January temperatures are also warming in Western North America, Northern Ontario and northern Quebec, but because climates in those areas start from a much colder baseline, it will be a few more decades before the effects on outdoor skating become noticeable.

How bad will things get? That depends on whether we get serious about tackling climate change and reducing our greenhouse gas emissions. If our current inaction persists, outdoor skating will largely disappear from Eastern Canada and most of the U.S. over the next 50 years. There will be the occasional winter cold enough to make it worth putting up the boards and flooding the backyard. But in our experience, unless people can count on getting at least four to six weeks of skating, they won’t bother. In the West, kids will still be skating, but the seasons will be shorter and midwinter thaws that challenge the skills and patience of backyard rink makers will be common.

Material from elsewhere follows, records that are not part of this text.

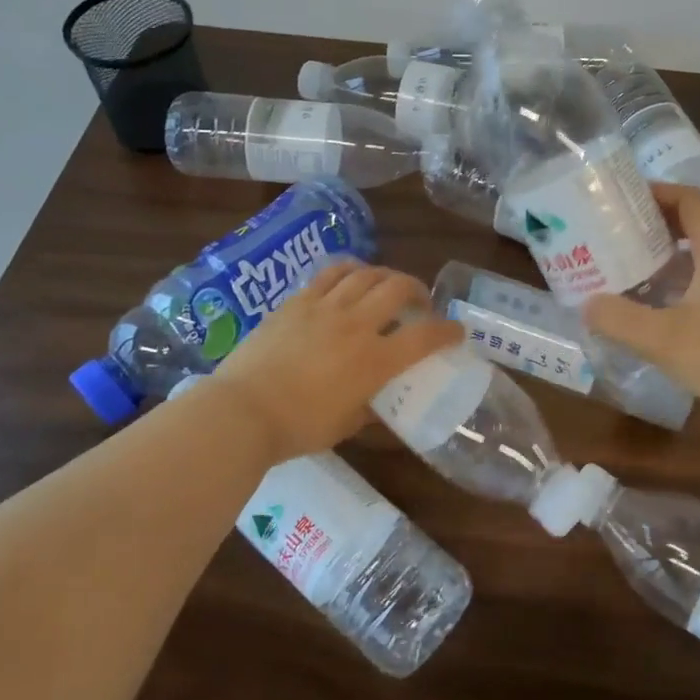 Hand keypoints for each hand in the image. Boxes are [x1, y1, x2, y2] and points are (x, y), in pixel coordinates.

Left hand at [204, 262, 462, 460]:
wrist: (243, 411)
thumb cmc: (298, 428)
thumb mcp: (345, 425)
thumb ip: (368, 407)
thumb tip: (377, 401)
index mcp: (375, 361)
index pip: (425, 336)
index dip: (448, 330)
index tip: (456, 331)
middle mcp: (356, 325)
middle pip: (398, 288)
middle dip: (417, 290)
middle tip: (419, 302)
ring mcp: (325, 308)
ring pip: (366, 274)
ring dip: (385, 276)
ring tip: (387, 285)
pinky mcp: (297, 301)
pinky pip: (331, 273)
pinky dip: (350, 271)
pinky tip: (352, 277)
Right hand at [583, 185, 699, 437]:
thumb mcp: (664, 340)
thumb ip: (619, 319)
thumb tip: (586, 304)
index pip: (689, 200)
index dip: (656, 192)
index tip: (621, 199)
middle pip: (697, 223)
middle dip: (656, 224)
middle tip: (616, 235)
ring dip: (671, 253)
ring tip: (633, 267)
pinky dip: (687, 278)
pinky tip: (665, 305) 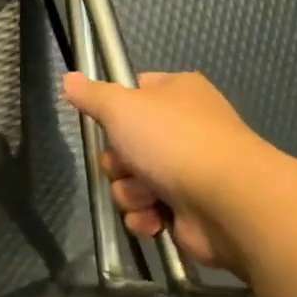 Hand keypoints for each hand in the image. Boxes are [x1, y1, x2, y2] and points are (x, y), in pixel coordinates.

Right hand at [61, 70, 269, 275]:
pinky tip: (154, 219)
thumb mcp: (122, 107)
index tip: (105, 121)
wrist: (228, 202)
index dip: (114, 109)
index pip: (134, 92)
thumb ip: (92, 95)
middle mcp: (185, 128)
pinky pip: (147, 211)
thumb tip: (68, 77)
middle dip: (118, 163)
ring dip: (130, 193)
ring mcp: (189, 170)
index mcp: (178, 93)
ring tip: (147, 197)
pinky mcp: (188, 209)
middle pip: (125, 144)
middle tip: (127, 165)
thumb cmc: (174, 142)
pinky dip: (145, 217)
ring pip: (131, 181) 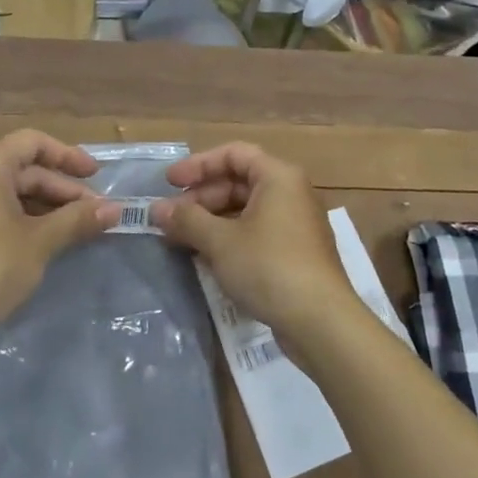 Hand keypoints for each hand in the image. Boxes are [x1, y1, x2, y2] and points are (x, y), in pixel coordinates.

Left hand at [0, 130, 118, 342]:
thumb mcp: (40, 241)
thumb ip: (78, 219)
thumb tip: (116, 209)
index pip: (33, 143)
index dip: (68, 156)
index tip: (97, 175)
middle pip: (23, 168)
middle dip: (61, 188)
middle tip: (95, 212)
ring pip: (10, 190)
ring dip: (46, 205)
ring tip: (78, 227)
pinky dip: (23, 216)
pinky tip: (47, 237)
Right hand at [150, 144, 357, 344]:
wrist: (322, 322)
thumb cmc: (269, 266)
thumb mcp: (220, 241)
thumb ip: (187, 220)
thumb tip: (156, 209)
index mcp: (278, 177)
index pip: (233, 154)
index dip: (198, 165)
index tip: (169, 183)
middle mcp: (291, 193)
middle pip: (239, 182)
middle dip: (201, 198)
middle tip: (171, 218)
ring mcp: (296, 225)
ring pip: (246, 210)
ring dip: (212, 221)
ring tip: (182, 239)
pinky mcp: (296, 254)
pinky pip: (256, 233)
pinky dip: (230, 239)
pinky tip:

Does it matter? Compared with the many economic and ecological effects of climate change, the loss of outdoor skating opportunities will be relatively minor. But our research has shown that outdoor skating provides a wide range of social benefits in our communities, creates opportunities for kids to be outside and active in the darkest months of the year, and has cultural significance for many Canadians, even those who did not grow up with outdoor skating. By failing to act on reducing greenhouse gas emissions today, we will deny our children’s children this joy.